You can also iron your pattern pieces (tracing paper or tissue paper) before using them to mark and cut your fabric. That way, you remove any wrinkles caused by the folding and storage. The more precise you are when cutting the pattern, the more chance you have of everything fitting together as intended.

Tracing a sewing pattern

I read a lot of blog posts from other sewists explaining their organization and a lot of them recommend some sort of digital tools to read instructions and add notes...If it works for them, it's great! Call me low tech, but I can't work with digital instructions for pdf patterns. I need a hard copy that I can write on.

For pdf patterns, I like to print the instructions as a booklet. I arrange the sheets in the proper order, fold in half like a book and sew right in the middle. It uses a little less paper and it feels like a little book.  

Instruction booklet sewn in the middleEnvelope with instructions and pattern

For printed patterns, the original pattern pieces, instructions, traced pattern pieces, etc. don't necessarily fit back into the original envelope when I am done. For pdf patterns that I printed, I also need a place to store them. To keep everything together I like to use large envelopes (10 x 13 inches works well). I can fit the original pattern, instructions, notes I took, etc. I print out or photocopy the cover of the pattern and glue it to the front of the envelope for an easy visual. I sometimes also include a copy of the back of the envelope with all the measurements for quick reference.
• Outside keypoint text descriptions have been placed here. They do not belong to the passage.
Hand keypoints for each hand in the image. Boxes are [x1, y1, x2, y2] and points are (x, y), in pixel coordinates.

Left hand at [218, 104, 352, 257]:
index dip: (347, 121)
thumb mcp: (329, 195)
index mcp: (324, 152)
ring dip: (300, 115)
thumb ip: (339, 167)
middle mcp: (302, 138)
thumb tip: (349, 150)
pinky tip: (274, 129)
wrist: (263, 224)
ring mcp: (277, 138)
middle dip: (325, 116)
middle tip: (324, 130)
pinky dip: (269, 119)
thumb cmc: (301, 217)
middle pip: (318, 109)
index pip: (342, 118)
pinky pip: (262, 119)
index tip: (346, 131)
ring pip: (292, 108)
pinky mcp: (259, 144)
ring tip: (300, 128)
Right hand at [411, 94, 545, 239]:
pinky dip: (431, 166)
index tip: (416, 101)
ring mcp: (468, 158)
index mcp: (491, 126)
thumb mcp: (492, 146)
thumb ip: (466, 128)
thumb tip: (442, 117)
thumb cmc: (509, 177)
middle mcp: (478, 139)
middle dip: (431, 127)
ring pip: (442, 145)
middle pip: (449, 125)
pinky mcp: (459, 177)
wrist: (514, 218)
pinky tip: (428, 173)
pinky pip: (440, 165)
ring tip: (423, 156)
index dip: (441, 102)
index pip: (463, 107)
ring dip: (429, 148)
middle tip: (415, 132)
Wiksten sewing pattern prepped for filing

All the large envelopes then go together in a box (plastic crate works great, but a box of apple sauce will do as well, nothing fancy as you can see in the picture below), more or less organized by categories…My system is not perfect yet, but it looks clean and all the envelopes are the same size. I am not a neat freak by any means, but I like to have a somewhat organized place to get creative.

Crate with sewing patternsBox with sewing patterns

With so many patterns, hacks and ideas, it is hard to remember all the details of every sewing projects. I keep track of what I sew and the details in a small book. I am not the scrapbooking type of person; it is more my engineering training that taught me the value of taking notes. Very simple: pattern name, month/year I started it, details about the options or view selected, adjustment made, fabric choices and problems I had along the way. If I feel craftier, I will stick a fabric swatch and maybe a picture of the finished garment. I always have that book open and I keep it close to my sewing table. When I decide to revisit a pattern that I made before, I check my book to refresh my memory before starting.

Book with notes about my sewing projects

There you have it, my “sew not complicated” way of managing my sewing pattern collection. I hope it gives you ideas.